[Dataset entries]
BEGIN
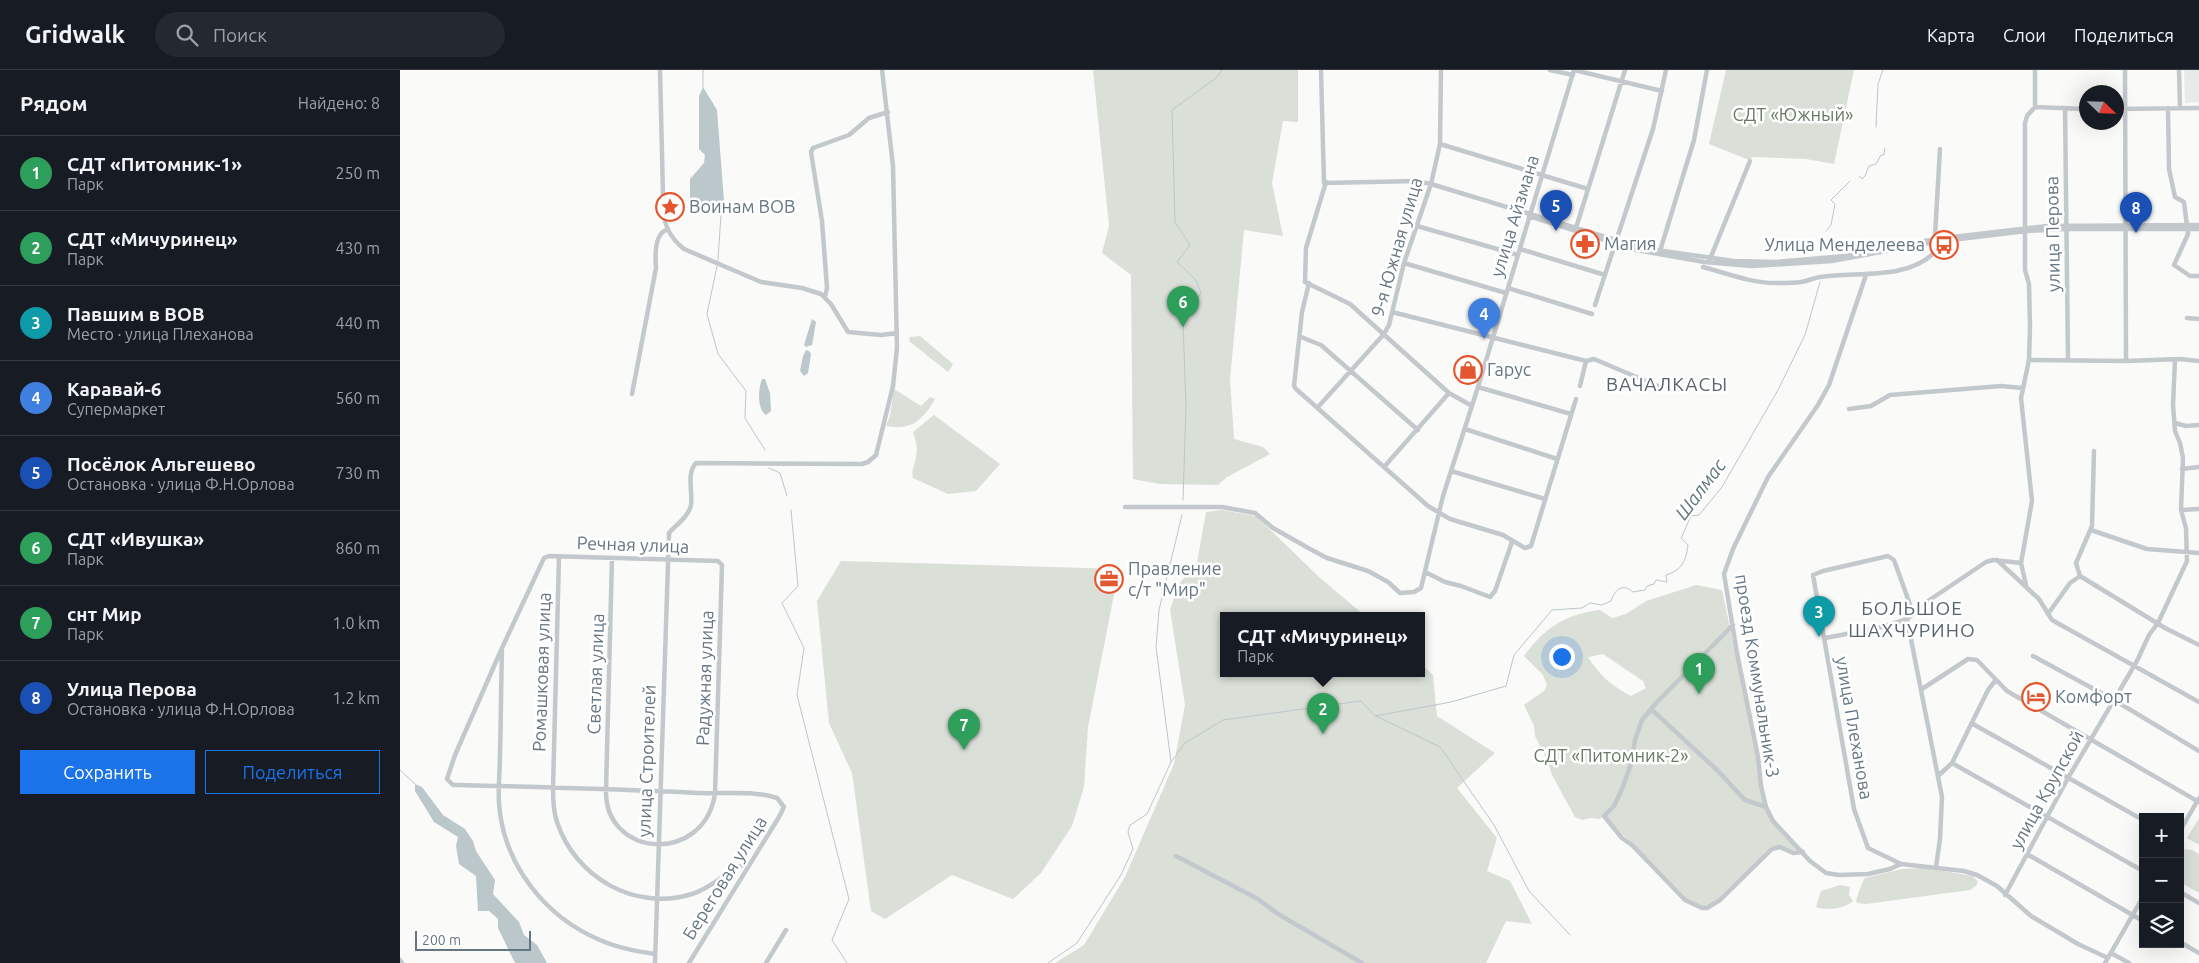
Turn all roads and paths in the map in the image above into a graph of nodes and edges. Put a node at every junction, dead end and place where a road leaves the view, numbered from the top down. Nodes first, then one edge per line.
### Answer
1 (660, 70) edge
2 (882, 70) edge
3 (1321, 70) edge
4 (1441, 70) edge
5 (1550, 70) edge
6 (1625, 70) edge
7 (1666, 70) edge
8 (1706, 70) edge
9 (2035, 70) edge
10 (2125, 70) edge
11 (2179, 70) edge
12 (1574, 72) edge
13 (1622, 82) junction
14 (1662, 91) junction
15 (2035, 107) junction
16 (2065, 108) junction
17 (2079, 108) edge
18 (2168, 108) junction
19 (2180, 108) junction
20 (2199, 108) edge
21 (2125, 109) junction
22 (888, 112) junction
23 (1440, 144) junction
24 (1940, 149) dead end
25 (1750, 161) dead end
26 (1542, 175) junction
27 (1325, 182) junction
28 (1431, 184) junction
29 (1588, 189) junction
30 (1529, 214) junction
31 (1417, 226) junction
32 (2067, 227) junction
33 (2187, 227) junction
34 (2199, 227) edge
35 (1576, 228) junction
36 (2126, 228) junction
37 (666, 230) junction
38 (2026, 230) junction
39 (1935, 240) junction
40 (1616, 243) junction
41 (1520, 249) junction
42 (1660, 251) junction
43 (1518, 255) junction
44 (1706, 262) junction
45 (1404, 263) junction
46 (1605, 275) junction
47 (1866, 275) junction
48 (2199, 276) edge
49 (1307, 282) junction
50 (1507, 290) junction
51 (825, 297) junction
52 (1595, 306) dead end
53 (1392, 312) junction
54 (1592, 314) dead end
55 (2187, 318) dead end
56 (2199, 319) edge
57 (897, 333) junction
58 (1384, 334) junction
59 (1300, 337) junction
60 (1492, 337) junction
61 (2029, 360) junction
62 (2068, 360) junction
63 (2176, 360) junction
64 (1586, 361) junction
65 (2126, 361) junction
66 (2199, 361) edge
67 (1350, 369) junction
68 (1580, 386) dead end
69 (1478, 387) junction
70 (1660, 387) dead end
71 (2022, 388) junction
72 (1449, 393) junction
73 (632, 394) dead end
74 (1576, 399) dead end
75 (1472, 406) junction
76 (1318, 407) junction
77 (1849, 409) dead end
78 (1571, 414) junction
79 (2175, 423) junction
80 (2199, 425) edge
81 (1465, 429) junction
82 (1418, 430) junction
83 (2094, 451) dead end
84 (1557, 458) junction
85 (1384, 467) junction
86 (2199, 467) edge
87 (2182, 468) junction
88 (1451, 471) junction
89 (1545, 499) junction
90 (1125, 507) dead end
91 (2199, 509) edge
92 (2181, 510) junction
93 (1439, 511) junction
94 (2091, 530) junction
95 (1512, 542) junction
96 (2187, 552) junction
97 (2199, 553) edge
98 (559, 557) junction
99 (612, 558) junction
100 (667, 559) junction
101 (1997, 560) junction
102 (721, 562) joint
103 (2021, 563) junction
104 (1425, 572) junction
105 (2080, 576) junction
106 (2026, 585) junction
107 (1913, 613) junction
108 (2048, 614) junction
109 (1907, 619) junction
110 (2158, 623) junction
111 (1733, 625) junction
112 (1825, 638) junction
113 (2199, 646) edge
114 (502, 648) junction
115 (2034, 656) dead end
116 (2135, 665) junction
117 (1995, 681) junction
118 (1922, 689) junction
119 (2114, 700) junction
120 (2199, 702) edge
121 (1651, 709) junction
122 (1973, 724) junction
123 (2091, 739) junction
124 (2199, 751) edge
125 (1952, 763) junction
126 (1938, 776) junction
127 (2068, 778) junction
128 (500, 786) junction
129 (552, 788) junction
130 (606, 790) junction
131 (660, 791) junction
132 (715, 794) junction
133 (2198, 800) edge
134 (1766, 807) junction
135 (2047, 818) junction
136 (2139, 818) edge
137 (2184, 824) edge
138 (658, 846) junction
139 (1803, 852) junction
140 (2027, 854) junction
141 (1176, 856) dead end
142 (1901, 864) junction
143 (748, 865) junction
144 (1936, 867) junction
145 (2139, 869) edge
146 (2184, 894) edge
147 (2005, 895) junction
148 (658, 899) junction
149 (2140, 903) edge
150 (2199, 903) edge
151 (2133, 915) junction
152 (2139, 919) edge
153 (786, 930) dead end
154 (2184, 944) edge
155 (2111, 953) junction
156 (2199, 953) edge
157 (656, 954) junction
158 (2108, 958) junction
159 (655, 963) edge
160 (689, 963) edge
161 (766, 963) edge
162 (1362, 963) edge
163 (2105, 963) edge
164 (2129, 963) edge

1 - 37 street
2 - 22 street
3 - 27 street
4 - 23 street, 9-я Южная улица
5 - 12 street
6 - 13 street
7 - 14 street
8 - 42 street
9 - 15 street
10 - 21 street
11 - 19 street
12 - 13 street
12 - 26 street, улица Айзмана
13 - 14 street
13 - 29 street
14 - 40 street
15 - 16 street
15 - 38 street
16 - 17 street
16 - 32 street, улица Перова
18 - 19 street
18 - 21 street
18 - 33 street
19 - 20 street
21 - 36 street
22 - 51 street
22 - 57 street
23 - 26 street
23 - 28 street, 9-я Южная улица
24 - 39 street
25 - 44 street
26 - 29 street
26 - 30 street, улица Айзмана
27 - 28 street
27 - 49 street
28 - 30 street
28 - 31 street, 9-я Южная улица
29 - 35 street
30 - 35 street
30 - 40 street
30 - 41 street, улица Айзмана
31 - 43 street
31 - 45 street, 9-я Южная улица
32 - 36 street
32 - 38 street
32 - 62 street, улица Перова
33 - 34 street
33 - 36 street
33 - 48 street
35 - 40 street
36 - 65 street
37 - 51 street
37 - 73 street
38 - 39 street
38 - 61 street
39 - 44 street
39 - 47 street
40 - 42 street
40 - 44 street
40 - 46 street
41 - 43 street, улица Айзмана
41 - 46 street
42 - 44 street
43 - 50 street, улица Айзмана
44 - 47 street
45 - 50 street
45 - 53 street, 9-я Южная улица
46 - 52 street
47 - 111 street, проезд Коммунальник-3
49 - 58 street
49 - 59 street
50 - 54 street
50 - 60 street, улица Айзмана
51 - 57 street
53 - 58 street, 9-я Южная улица
53 - 60 street
55 - 56 street
57 - 100 street, улица Строителей
58 - 67 street, 9-я Южная улица
58 - 72 street
59 - 67 street
59 - 76 street
60 - 64 street
60 - 69 street, улица Айзмана
61 - 62 street
61 - 71 street
62 - 65 street
63 - 65 street
63 - 66 street
63 - 79 street, улица Крупской
64 - 68 street
64 - 70 street
67 - 76 street, 9-я Южная улица
67 - 82 street
69 - 75 street, улица Айзмана
69 - 78 street
71 - 77 street
71 - 103 street
72 - 75 street
72 - 82 street
74 - 78 street
75 - 81 street, улица Айзмана
76 - 85 street
78 - 84 street
79 - 80 street
79 - 87 street, улица Крупской
81 - 84 street
81 - 88 street, улица Айзмана
82 - 85 street
83 - 94 street
84 - 89 street
85 - 93 street
86 - 87 street
87 - 92 street, улица Крупской
88 - 89 street
88 - 93 street, улица Айзмана
89 - 95 street
90 - 104 street, улица Айзмана
91 - 92 street
92 - 96 street, улица Крупской
93 - 95 street
93 - 104 street, улица Айзмана
94 - 96 street
94 - 105 street
95 - 104 street
96 - 97 street
96 - 110 street, улица Крупской
98 - 99 street, Речная улица
98 - 114 street, Речная улица
98 - 129 street, Ромашковая улица
99 - 100 street, Речная улица
99 - 130 street, Светлая улица
100 - 102 street, Речная улица
100 - 131 street, улица Строителей
101 - 103 street
101 - 106 street
101 - 107 street
102 - 132 street, Радужная улица
103 - 106 street
105 - 108 street
105 - 110 street
106 - 108 street
107 - 109 street
107 - 112 street, улица Плеханова
108 - 116 street
109 - 112 street
109 - 118 street
110 - 113 street
110 - 116 street, улица Крупской
111 - 121 street
111 - 134 street, проезд Коммунальник-3
112 - 142 street, улица Плеханова
114 - 128 street
114 - 128 street
115 - 119 street
116 - 119 street, улица Крупской
116 - 120 street
117 - 118 street
117 - 122 street
117 - 123 street
118 - 126 street
119 - 123 street, улица Крупской
119 - 124 street
121 - 134 street
121 - 139 street
122 - 125 street
122 - 127 street
123 - 127 street, улица Крупской
123 - 133 street
125 - 126 street
125 - 135 street
126 - 144 street
127 - 135 street, улица Крупской
127 - 136 street
128 - 129 street
128 - 157 street
129 - 130 street
129 - 148 street, Ромашковая улица
130 - 131 street
130 - 138 street, Светлая улица
131 - 132 street
131 - 138 street, улица Строителей
132 - 138 street, Радужная улица
132 - 143 street, Береговая улица
133 - 137 street
134 - 139 street, проезд Коммунальник-3
135 - 140 street, улица Крупской
135 - 145 street
138 - 148 street, улица Строителей
139 - 142 street, проезд Коммунальник-3
140 - 147 street, улица Крупской
140 - 151 street
141 - 162 street
142 - 144 street, проезд Коммунальник-3
143 - 148 street, Ромашковая улица
143 - 160 street, Береговая улица
144 - 147 street, проезд Коммунальник-3
146 - 150 street
147 - 158 street, проезд Коммунальник-3
148 - 157 street, улица Строителей
149 - 151 street
151 - 152 street
151 - 155 street
153 - 161 street
154 - 156 street
155 - 158 street
155 - 164 street
157 - 159 street, улица Строителей
158 - 163 street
END
• YOUR GOAL:
Only the lines containing "проезд" are needed; copy each of them from the data.

• ANSWER FOR THE TASK:
47 - 111 street, проезд Коммунальник-3
111 - 134 street, проезд Коммунальник-3
134 - 139 street, проезд Коммунальник-3
139 - 142 street, проезд Коммунальник-3
142 - 144 street, проезд Коммунальник-3
144 - 147 street, проезд Коммунальник-3
147 - 158 street, проезд Коммунальник-3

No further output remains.